Stu Walker retiring from racing
Published on June 13th, 2016
By Bill Wagner, Capital Gazette
Macular degeneration has done what no other force of nature could, it caused Dr. Stuart Walker, a member of the National Sailing Hall of Fame, to give up competitive sailboat racing.
Dr. Walker announced his decision to retire in an email sent to The Capital along with selected friends and competitors. The 94-year-old Annapolis sailing legend cited the affects of deteriorating eyesight as reason giving up the tiller after more than eight decades on the water.
“It was a difficult decision in advance, but not after I made it. I felt relieved,” Walker said in a telephone interview. “It’s annoying and frustrating to not be able to perform up to your capabilities because you can’t see.”
Walker has been experiencing the effects of vision loss for a while, but only came to realize it was impacting his racing ability late last month while competing in a Soling Spring Series out of Severn Sailing Association the weekend of May 21-22.

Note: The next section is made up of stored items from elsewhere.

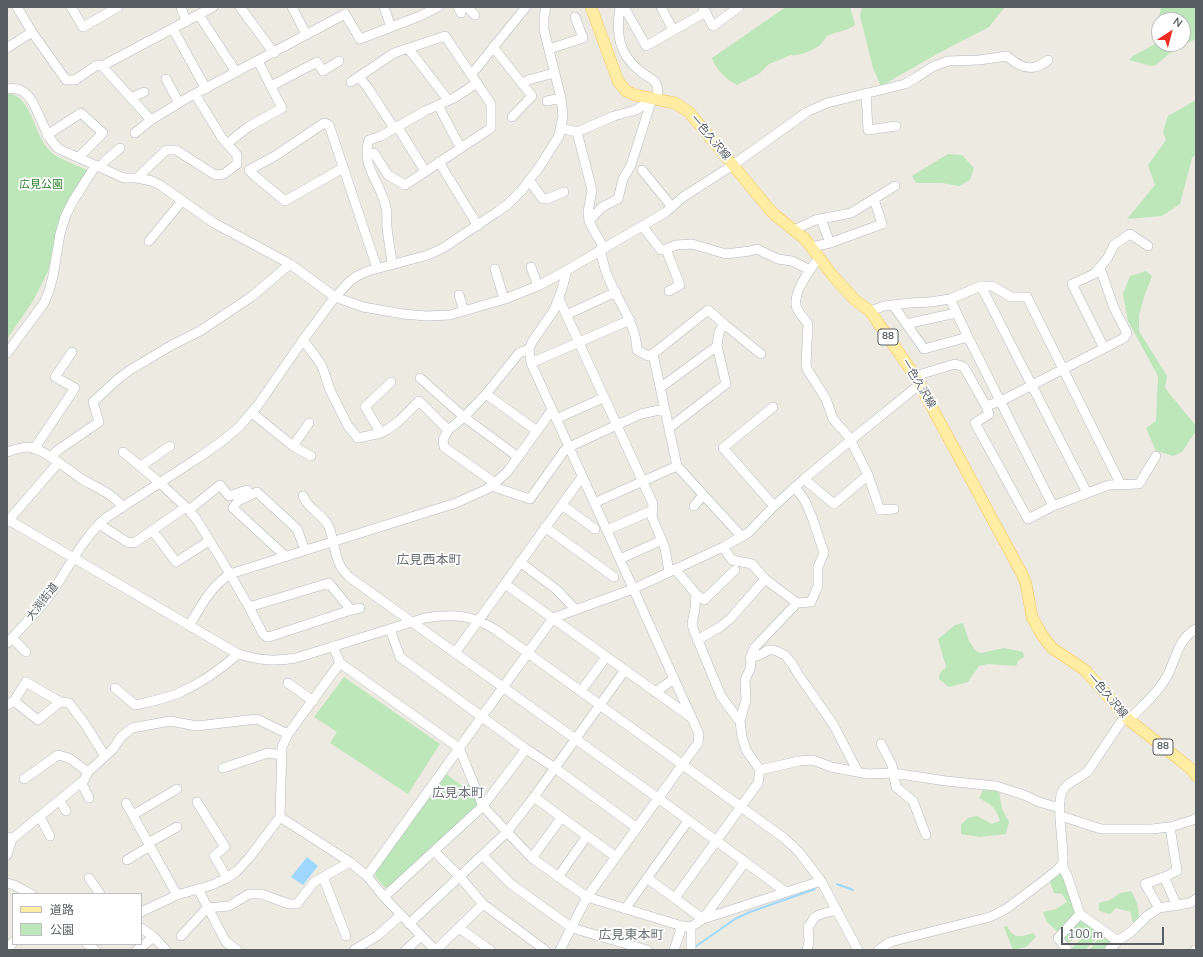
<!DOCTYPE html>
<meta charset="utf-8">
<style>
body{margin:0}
#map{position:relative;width:1203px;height:957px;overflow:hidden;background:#edeae1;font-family:"Nunito Sans","Noto Sans JP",sans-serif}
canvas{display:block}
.frame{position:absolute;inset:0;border:8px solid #595e62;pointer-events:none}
.legend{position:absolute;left:12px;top:893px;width:130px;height:52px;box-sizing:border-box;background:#fff;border:1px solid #bdbfc0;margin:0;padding:5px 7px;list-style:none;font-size:12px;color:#595e62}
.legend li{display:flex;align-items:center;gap:8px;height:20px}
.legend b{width:20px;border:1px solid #bdbfc0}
.north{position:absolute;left:1151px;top:12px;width:40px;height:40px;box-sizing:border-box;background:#fff;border:1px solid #bdbfc0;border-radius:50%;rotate:36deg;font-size:11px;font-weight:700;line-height:16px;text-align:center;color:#595e62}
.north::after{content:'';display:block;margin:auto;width:14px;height:18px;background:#f02d24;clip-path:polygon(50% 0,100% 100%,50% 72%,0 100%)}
.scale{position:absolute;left:1061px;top:927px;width:103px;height:18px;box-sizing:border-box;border:2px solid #595e62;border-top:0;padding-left:5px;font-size:12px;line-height:14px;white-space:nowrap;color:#595e62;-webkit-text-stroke:3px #fff;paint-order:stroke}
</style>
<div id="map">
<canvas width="1203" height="957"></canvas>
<div class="frame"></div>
<ul class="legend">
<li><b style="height:5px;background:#ffeda4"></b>道路</li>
<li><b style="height:11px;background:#bde6bb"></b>公園</li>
</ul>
<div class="north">N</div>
<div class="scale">100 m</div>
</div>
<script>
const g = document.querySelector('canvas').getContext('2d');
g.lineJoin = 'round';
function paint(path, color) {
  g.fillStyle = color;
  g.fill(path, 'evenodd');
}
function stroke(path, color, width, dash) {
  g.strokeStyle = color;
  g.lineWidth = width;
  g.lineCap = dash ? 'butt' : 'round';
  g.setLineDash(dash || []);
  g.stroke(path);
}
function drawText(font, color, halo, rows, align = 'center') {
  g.font = font + ' "Nunito Sans","Noto Sans JP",sans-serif';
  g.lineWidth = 3.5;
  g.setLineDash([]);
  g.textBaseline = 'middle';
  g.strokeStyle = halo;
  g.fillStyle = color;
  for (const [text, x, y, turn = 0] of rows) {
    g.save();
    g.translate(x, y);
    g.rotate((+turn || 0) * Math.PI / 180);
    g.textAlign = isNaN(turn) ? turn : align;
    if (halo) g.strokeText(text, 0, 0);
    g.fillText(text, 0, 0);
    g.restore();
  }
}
paint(new Path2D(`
 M786,7H850L855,25C847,31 838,31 829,35C825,37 823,42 820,45C814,50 798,57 791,55L769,64L760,73L737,85C726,79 716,70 712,58Z
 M862,7H1005L989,27L937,54L881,86L873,68L860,16Z
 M1161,7H1196V39L1176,48L1156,65L1151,66L1129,60L1133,56L1155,44ZM1159,20H1183V44H1159Z
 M7,93C33,96 33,135 50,151C58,159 77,165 89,171L57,234L48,271L33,301L7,339Z
 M1196,100V154L1192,158L1180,204L1162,216L1127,219L1155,185L1148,165L1166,140L1163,132L1168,116Z
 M948,154L962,155L974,168L970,180L959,186L942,183H916L912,176Z
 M1146,271L1152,276L1145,294L1139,315V331L1167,376L1165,388L1196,426V431L1182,452L1173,456L1156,451L1146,428L1156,421L1158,376L1128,321L1123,294L1130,276Z
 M963,623L969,641L976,651L981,653L1004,648L1023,652L1024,657L1018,661L1016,666L988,664L979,666L968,682L949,687L939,679L940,673L946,667L938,639L955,625Z
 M344,677L440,744L408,794L330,743L337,732L314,717Z
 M446,774L465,788L470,782L478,804V807L387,889L376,878L375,872Z
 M983,790L999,791L1002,809L1009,822L1006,834L980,837L961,834V825L968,818L977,816L992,824L1000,821C996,807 991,805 979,798Z
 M1061,868L1079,915L1115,941L1105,950H1089L1100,937L1099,936L1085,950H1070L1089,931L1087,929L1067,944L1060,934L1047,922L1043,912L1056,909L1067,902L1062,894L1054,893L1049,879Z
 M1131,891C1138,903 1140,911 1138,925L1132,921L1131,912L1116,908L1110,914L1099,911V903L1110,900L1120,893Z
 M1007,926C1014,940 1020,937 1033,933L1036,937L1026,947L1013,950L1004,927Z`), '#bde6bb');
paint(new Path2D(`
 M307,857L318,866L303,885L291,877Z`), '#9fd8ff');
stroke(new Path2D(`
 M837,884L853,890
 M695,947L735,919L750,912L815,889`), '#9fd8ff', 2);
const minor = new Path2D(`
 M17,7L32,32L66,80H75L97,65L102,66L151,120L189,97L345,14L360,39L420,16L438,7
 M71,7L83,27L118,7
 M181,7L186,22
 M240,7L274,53
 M292,7L306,34
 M384,7L391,27
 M458,7L461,13
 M467,7L475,15
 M620,7C616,32 618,54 640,71C644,75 651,77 655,82C659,86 658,94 657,100
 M624,7L646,46L706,12
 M661,7L673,30
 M703,8L713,26L739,7
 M199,15L236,72
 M173,29L206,89
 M493,47L532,96L512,117
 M7,48L32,32
 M408,48L448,100
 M549,49L583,38L575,17
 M102,66L213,7
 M471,75L526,7
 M359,77L368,88L394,128
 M166,79L179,103
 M351,82L394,53L445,36L491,104V128L405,185L388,175L374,153
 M523,85L528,80L554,73
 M271,86L317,62L323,71L339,61
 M7,89C13,88 17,88 22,91C38,99 42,135 59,149L124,178H137L152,181L160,185L214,223L290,264L335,297L363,307L403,314L426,316L450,315L505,299L540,285L567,270L666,212L683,197L733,165L807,112L827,103L905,84L917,77L932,67L948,61L979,60L1007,56C1020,68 1033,73 1048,60
 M866,93L868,130L896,126
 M131,98L144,92
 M547,101L561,98
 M438,105L460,147
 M397,126L425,171
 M560,128L577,132L592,190L588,212L589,221L593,229L604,248
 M577,132L614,116L636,110L652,99
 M135,133L151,120
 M47,135L81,113L103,133L79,157
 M228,143L248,127L282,108L258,61
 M439,162L478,226
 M101,167L104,162L120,148
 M343,168L285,201L255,176L249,170L275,156L324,123L329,125L377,268
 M642,170L672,207
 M137,178L166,150H176L215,175L224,174L237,164V155L222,138L195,94
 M529,180L542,198L547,199L564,192
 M821,219L830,243
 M589,221L602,207L618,199L623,179L631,165L652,99
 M642,226L661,250L666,249L680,285L669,291
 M794,230L815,220L851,213L895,186
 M149,241L182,201
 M812,247L830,243L882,224L874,199
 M666,249L676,245L692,244L726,254L750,251L757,249L778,259L792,261L810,270
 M600,250C603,259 604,269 608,277C618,302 636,323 637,350L648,356L653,354L708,310L724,324L719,332L717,346L726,384L669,428
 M819,258C811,268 794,291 796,305C797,312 804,318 808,324L806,364L807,369L826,399L833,419L849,437L868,475L880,510L894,509
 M392,264C391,252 388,239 387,227C386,221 388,214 386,208C382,184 360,166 369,140L381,136L425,111L454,98L477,83
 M531,267L538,286
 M495,269L504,299
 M981,286L1087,493
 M459,295L464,311
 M559,299L653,504L652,517L665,548L669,572
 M950,299L968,337L1053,506
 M893,305L924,349L968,337
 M870,311L884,306L910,303L930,302L950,299L981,286H992L1011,297H1027L1121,485
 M566,315L616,292
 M724,324L761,354
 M906,324L956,313
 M303,340L313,353L322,366L330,390L348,426L358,438L381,433
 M1104,348L1072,284L1094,274L1107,259L1114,245L1130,234L1148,246
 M7,353L44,303L49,291L53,276L60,234L65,217L73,201L96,165
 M653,354L677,466L742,537
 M531,363L630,320
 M915,376L955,364L964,367L986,406L1001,401L1124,338L1127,333L1114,308L1100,268
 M420,378L464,417L518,457
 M391,382L365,407L381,433C396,426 408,412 419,401L448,430
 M660,388L717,346
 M486,394L537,431
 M986,406L989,414L975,423L1028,519L1053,506L1109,485L1139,484L1156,456
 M773,407L723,448L774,506
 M252,413L293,446L311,456
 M556,419L603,398
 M293,446L309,423
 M34,449L75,388L55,377L72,352
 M7,452C14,450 21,447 28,447C45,449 68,470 83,480C92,485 101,489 110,495C115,498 119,503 123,507
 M123,452L160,483L189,510L197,520L230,574L249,607L263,634L267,637L272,636L351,610L360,608
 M51,457L58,450L99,422L93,402L118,379L130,370L172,345L200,331L251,297L290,264
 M141,466L170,446
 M804,479L834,504L868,475
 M495,483L444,447L443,440L448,430L464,417L486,394L519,353L529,349
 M491,486L530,499L564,451L569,447L641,414L664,409
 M303,496C308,509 321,513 328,525C334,537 334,556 341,567C343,571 347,574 349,577L658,798L786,892
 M594,503L677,466
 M562,505L595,529
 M694,506L703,495
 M189,510L220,485L229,496L247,490
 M7,519L238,654C259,660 274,662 296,658L425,618C442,615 462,614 479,621C485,624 491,627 496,630L784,838L799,852L821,881L858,950
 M7,522L58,463
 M99,524L127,542L134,543L186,507
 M545,527L614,577
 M152,530L176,562L209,541
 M607,530L653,510
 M723,547L732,560L752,564L765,579
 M285,556L233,508L238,501L257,492L297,529L305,550
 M620,559L662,540
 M520,562L557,590L576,610
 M675,569L696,594L704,600L735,570
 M505,584L692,718
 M696,594L695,609L692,624L694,631L721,696L737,718L740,721
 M249,607L329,583L351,610
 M189,626C201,606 211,586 230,574L456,503L487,489L495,483L508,471L552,410
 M390,629L400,657L526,749L555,768L637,828
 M12,638L26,652
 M697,640L720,627L730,619L765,579L797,603
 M7,643C23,626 39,610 52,592C70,566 83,537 107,517L198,458L221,442L239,427L258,405L303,340L335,297L349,282L357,276L368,271L428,255L443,248L497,212L508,204L522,190L540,166L559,136L563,116L561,98L544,30V16L546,7
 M333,646L340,663L459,748L483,806L507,832L532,858L587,897L682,926L691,927L703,919L821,881
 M455,653L582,477
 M750,658L762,654L768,650H774L785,655L793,665L798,674L833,724L858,772
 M288,683L313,701
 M115,688L135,705C149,702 165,699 179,693C201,683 220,670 238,654
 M581,691L606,657
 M655,692L674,679
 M14,701L38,720L60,702
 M7,705L14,701L26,682L60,702L69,703L85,724L105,756
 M1129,720C1141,707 1157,694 1166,678C1176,661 1177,639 1196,629
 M881,744L892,765L896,787L913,801L926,835
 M223,768L268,753L282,755
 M760,770L746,750L742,737L740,721L746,700L745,680L750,669L752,653L755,647L797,603L811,602L818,586V567L824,553L812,517L805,501L795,487
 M24,779L58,755L69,758L88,772
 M81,782L89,798
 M534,797L616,857
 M60,801L66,811
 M197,802L225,847L214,856L227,878
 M126,803L177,895
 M133,815L177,789
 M1061,816L1101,829H1152L1170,827L1193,820L1196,818
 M40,817L50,836
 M280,817L350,862L367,876L384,897L435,950
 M1170,827L1177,871L1164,877L1177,906
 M12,839L84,780L88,772L113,749L121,737L132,728L170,721L197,726L257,719L288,734
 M148,843L177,827
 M434,851L460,877L483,904L545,950
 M7,855L12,839L8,837
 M483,856L511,884L572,928L647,950
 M532,858L561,818
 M127,860L150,846
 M1062,865L1068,878L1080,914L1118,941L1109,950
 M367,876L553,618L633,589L723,547L748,533L774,506L804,479L851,440L919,385
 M323,877L346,936
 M558,877L587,836
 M89,878L100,894
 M647,878L703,919L745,862
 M7,883L14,885L31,894
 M198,889L226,942L237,950
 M384,897L483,806L526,749
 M675,898L758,783L760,770L799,761L813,760L831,767L868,774L893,773L946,781L996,786L1024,795L1039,802L1060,808
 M1159,908L1145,884L1164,877
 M625,909L688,821
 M141,912L177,895L212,885L227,878L237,871L249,858L280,817L282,747L288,734L340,663
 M409,924L507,832L534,797L625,670
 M691,927V950
 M141,928L154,937L166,950
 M459,928L490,950
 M181,936L207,908L229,906L249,894H261L289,904H297L314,882L350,862
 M1118,941L1132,931L1147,916L1159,908L1190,903L1196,899
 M87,944L95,950
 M8,950L13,942
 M137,950L154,937
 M354,950L377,936L401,915
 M406,950L421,936
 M436,950L483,904
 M560,950L587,897L698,743L699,734L531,363L529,349L532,342L554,310L562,289L567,270
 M674,950L682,926
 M807,950L809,942L808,927C811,924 812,921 814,918C819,913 831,912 837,910
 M879,950L890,942L990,917L1006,909L1042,882L1057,870L1062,865L1063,861C1064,844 1055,803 1063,790C1069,781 1081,778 1088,771L1125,716
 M1067,950L1058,938L1080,914
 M1195,950H1196`);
const major = new Path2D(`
 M591,7L618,81L626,91L635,95L675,103L689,112L770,210L775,215L805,239L833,276L855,300L870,311L915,376L1022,574L1026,584L1032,617L1042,635L1052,648L1085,670L1129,720L1185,764L1192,770L1196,776`);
stroke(minor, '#b6b9be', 10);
stroke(major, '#f7c250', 12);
stroke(minor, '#fff', 9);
stroke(major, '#ffeda4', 11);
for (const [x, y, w] of [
 [888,337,20],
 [1163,747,20]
]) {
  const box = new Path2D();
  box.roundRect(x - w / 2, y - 8, w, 16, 3);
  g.fillStyle = '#fff';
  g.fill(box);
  stroke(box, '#595e62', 1);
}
drawText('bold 10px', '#595e62', null, [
 ["88",888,337],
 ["88",1163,747]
]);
drawText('11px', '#595e62', '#fff', [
 ["一色久沢線",710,138,50],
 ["一色久沢線",918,384,59],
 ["大渕街道",43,602,-52],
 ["一色久沢線",1107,696,49]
]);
drawText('11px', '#308331', '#fff', [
 ["広見公園",41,185]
]);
drawText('13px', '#6a7074', '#fff', [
 ["広見西本町",429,561],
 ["広見本町",458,794],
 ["広見東本町",631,936]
]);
</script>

“Earlier this week I suspected I had another major decrease in vision (the third episode in the past few months), but I hadn’t realized just how much my sailing would be affected until I went out for today’s club race,” Walker wrote in the email.
Walker said he was “shocked” to find the committee boat was invisibile until he was almost on top of it. During pre-start manuevers, he could not tell whether competing boats were coming or going until they were about 10 yards away.
However, the most alarming incident occurred at the weather mark when Dr. Walker, who presumed he was arriving last, was surprised by the sound of Andy Dize crash-tacking just beneath him.
“I had fouled (Dize) without ever seeing him approach,” Walker reported. “I suddenly realized that I shouldn’t be out there. I was no longer able to compete and was actually a menace to my competitors.”
Walker recognized it was time to accept the inevitable and could at least take solace in having gone out with a “good one.”